Marriott details Sonder’s collapse and alleged safety threats
Marriott’s court filing outlines severe liquidity issues, guest risks, and millions owed as the failed partnership unravels
Marriott’s court filing provides a detailed account of Sonder’s rapid implosion, describing months of worsening financial distress and a breakdown in cooperation between the companies. The hotel group says Sonder’s liquidity evaporated so quickly that it faced an imminent shutdown of systems and staff, potentially leaving thousands of guests locked out mid-stay. Marriott argues it ended the licensing agreement to protect guest safety and manage the fallout, while Sonder maintains its collapse was driven by unexpected integration costs. The filing also reveals that Sonder owes Marriott nearly $18 million and has not actively assisted with guest remediation since entering liquidation.
Key takeaways
- Severe liquidity deterioration: Marriott states that Sonder had “little to no cash” by early November and lacked any viable contingency plan for an orderly wind-down.

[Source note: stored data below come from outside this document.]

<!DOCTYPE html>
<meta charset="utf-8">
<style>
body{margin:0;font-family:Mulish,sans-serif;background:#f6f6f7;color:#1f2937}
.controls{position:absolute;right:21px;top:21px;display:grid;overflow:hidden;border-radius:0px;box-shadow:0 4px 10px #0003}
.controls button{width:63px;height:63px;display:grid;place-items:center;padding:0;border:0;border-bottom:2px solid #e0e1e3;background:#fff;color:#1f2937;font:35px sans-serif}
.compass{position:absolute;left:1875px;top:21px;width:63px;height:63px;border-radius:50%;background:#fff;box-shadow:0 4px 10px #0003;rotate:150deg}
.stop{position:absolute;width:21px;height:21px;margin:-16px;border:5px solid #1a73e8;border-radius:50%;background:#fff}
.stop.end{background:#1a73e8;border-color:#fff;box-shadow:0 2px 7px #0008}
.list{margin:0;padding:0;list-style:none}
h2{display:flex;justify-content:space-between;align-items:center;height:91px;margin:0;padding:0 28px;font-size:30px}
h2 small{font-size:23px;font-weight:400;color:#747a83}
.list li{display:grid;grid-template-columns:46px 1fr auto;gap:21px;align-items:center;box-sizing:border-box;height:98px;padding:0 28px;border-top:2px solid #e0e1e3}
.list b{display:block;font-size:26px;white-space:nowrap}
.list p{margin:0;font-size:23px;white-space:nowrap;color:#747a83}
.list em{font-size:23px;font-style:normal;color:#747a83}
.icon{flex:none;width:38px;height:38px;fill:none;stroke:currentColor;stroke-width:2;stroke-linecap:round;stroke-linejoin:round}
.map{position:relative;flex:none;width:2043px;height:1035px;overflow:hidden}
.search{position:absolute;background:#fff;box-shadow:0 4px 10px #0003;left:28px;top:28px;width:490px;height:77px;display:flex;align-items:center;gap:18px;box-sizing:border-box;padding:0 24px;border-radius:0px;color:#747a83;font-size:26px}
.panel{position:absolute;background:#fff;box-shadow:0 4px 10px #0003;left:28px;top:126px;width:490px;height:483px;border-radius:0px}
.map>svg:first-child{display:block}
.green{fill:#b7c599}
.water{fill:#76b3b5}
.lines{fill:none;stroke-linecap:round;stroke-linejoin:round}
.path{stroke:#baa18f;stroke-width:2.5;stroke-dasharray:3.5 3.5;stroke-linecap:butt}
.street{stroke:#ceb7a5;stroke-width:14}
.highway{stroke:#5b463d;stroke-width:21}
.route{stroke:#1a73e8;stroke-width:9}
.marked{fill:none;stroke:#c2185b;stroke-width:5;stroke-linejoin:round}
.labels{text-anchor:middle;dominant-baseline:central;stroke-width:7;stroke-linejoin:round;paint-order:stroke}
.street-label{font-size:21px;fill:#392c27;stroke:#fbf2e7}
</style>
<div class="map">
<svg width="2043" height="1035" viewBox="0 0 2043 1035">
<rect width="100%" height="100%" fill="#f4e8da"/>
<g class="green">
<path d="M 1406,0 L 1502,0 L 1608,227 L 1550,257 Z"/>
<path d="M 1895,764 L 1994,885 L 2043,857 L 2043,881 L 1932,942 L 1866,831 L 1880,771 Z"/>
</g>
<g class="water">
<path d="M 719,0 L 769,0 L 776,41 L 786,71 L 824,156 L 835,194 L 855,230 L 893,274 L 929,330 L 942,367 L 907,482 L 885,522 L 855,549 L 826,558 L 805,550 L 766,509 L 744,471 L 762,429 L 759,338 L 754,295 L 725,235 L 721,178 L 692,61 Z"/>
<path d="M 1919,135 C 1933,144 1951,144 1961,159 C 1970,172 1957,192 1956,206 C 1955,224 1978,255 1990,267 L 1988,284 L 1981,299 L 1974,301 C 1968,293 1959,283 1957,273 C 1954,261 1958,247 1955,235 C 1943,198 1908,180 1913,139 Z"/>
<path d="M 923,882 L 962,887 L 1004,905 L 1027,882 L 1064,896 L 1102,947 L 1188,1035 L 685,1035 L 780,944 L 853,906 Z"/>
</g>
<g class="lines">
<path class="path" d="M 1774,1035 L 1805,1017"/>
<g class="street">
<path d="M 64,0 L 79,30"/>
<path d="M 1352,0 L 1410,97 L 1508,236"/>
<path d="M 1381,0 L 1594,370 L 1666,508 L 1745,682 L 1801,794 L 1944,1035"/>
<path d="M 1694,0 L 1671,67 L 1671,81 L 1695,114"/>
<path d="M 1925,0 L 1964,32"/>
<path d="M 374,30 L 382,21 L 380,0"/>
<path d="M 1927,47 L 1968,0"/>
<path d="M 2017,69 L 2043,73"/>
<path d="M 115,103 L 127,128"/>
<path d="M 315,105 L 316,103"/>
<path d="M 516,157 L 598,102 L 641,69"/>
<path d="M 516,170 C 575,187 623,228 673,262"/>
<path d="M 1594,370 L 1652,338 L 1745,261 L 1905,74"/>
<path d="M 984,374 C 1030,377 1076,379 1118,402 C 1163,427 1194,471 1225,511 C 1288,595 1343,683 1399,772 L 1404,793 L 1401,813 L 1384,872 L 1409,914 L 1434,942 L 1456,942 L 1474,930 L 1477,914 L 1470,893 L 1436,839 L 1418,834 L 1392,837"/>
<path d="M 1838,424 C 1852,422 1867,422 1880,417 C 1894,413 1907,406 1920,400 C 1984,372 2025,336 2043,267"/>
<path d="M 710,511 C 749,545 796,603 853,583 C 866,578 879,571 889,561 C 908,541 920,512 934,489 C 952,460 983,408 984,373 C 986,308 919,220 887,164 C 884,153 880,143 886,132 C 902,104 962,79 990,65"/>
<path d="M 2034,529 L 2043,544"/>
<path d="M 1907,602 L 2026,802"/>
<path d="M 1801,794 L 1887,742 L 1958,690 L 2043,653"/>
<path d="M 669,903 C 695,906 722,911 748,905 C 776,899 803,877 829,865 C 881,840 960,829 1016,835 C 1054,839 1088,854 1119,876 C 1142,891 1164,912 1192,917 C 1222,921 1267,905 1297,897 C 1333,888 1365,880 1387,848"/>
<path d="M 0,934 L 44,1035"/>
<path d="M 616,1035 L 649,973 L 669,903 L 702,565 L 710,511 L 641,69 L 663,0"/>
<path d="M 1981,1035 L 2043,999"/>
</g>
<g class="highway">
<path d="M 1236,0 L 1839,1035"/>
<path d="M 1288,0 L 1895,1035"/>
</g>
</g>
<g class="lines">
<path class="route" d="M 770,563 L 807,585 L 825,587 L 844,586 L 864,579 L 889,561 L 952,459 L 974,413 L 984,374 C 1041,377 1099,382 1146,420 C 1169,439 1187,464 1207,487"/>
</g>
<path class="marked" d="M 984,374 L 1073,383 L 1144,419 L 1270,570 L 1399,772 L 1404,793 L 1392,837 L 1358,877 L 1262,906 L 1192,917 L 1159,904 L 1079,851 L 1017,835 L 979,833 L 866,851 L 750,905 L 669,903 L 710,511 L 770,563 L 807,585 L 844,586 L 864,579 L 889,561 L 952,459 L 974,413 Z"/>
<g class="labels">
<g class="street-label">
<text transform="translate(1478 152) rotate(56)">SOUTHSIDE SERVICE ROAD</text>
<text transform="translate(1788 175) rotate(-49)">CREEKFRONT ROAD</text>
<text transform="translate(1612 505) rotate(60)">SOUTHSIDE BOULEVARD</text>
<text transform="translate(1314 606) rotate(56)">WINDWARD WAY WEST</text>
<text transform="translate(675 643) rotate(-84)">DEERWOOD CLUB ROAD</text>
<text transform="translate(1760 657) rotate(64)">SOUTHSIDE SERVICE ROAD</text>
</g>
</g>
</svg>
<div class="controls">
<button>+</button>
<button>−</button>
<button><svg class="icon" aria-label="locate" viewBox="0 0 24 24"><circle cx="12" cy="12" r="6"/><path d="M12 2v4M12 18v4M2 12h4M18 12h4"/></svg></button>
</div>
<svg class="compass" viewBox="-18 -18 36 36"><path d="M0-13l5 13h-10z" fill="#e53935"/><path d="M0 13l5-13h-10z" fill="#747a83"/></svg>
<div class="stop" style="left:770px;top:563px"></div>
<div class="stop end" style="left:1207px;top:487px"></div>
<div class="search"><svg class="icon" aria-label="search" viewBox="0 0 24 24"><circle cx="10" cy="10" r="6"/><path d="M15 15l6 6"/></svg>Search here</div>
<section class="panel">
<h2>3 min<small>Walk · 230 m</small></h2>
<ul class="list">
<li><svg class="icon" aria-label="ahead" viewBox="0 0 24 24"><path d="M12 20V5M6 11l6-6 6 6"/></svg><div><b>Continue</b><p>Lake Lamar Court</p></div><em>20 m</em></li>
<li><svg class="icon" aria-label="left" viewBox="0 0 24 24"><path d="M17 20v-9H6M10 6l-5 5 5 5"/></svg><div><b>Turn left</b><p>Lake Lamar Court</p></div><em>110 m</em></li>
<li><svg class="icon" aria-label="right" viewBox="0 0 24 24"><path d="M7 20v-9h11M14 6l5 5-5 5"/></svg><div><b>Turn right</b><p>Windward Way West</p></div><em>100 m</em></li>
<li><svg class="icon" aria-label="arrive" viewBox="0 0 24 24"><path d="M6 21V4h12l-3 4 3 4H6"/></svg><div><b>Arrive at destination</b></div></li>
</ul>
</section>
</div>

- Unfulfilled reservations and advance payments: Sonder allegedly collected tens of millions in reservation payments for stays it later admitted it could not honor.
- Guest safety used as leverage: Marriott claims Sonder threatened to shut down property systems unless Marriott funded its wind-down, potentially locking guests out of rooms containing essential items.
- Rejected funding requests: Sonder asked Marriott for $28 million, later revised to $14.3 million, to support the wind-down; Marriott declined both requests.
- Immediate termination to protect guests: Marriott says it ended the agreement on Nov. 7 to take control of guest communications and activate emergency measures for relocations.
- Extensive global impact: More than 7,700 Sonder rooms were listed within Marriott’s system, with guests stranded worldwide when operations ceased.
- Payments routed solely to sonder: Even bookings made via Marriott channels were paid directly to Sonder, leaving Marriott owed approximately $17.7 million in fees.
- Limited post-collapse cooperation: Marriott asserts that Sonder has not meaningfully engaged in resolving guest issues since entering Chapter 7 liquidation.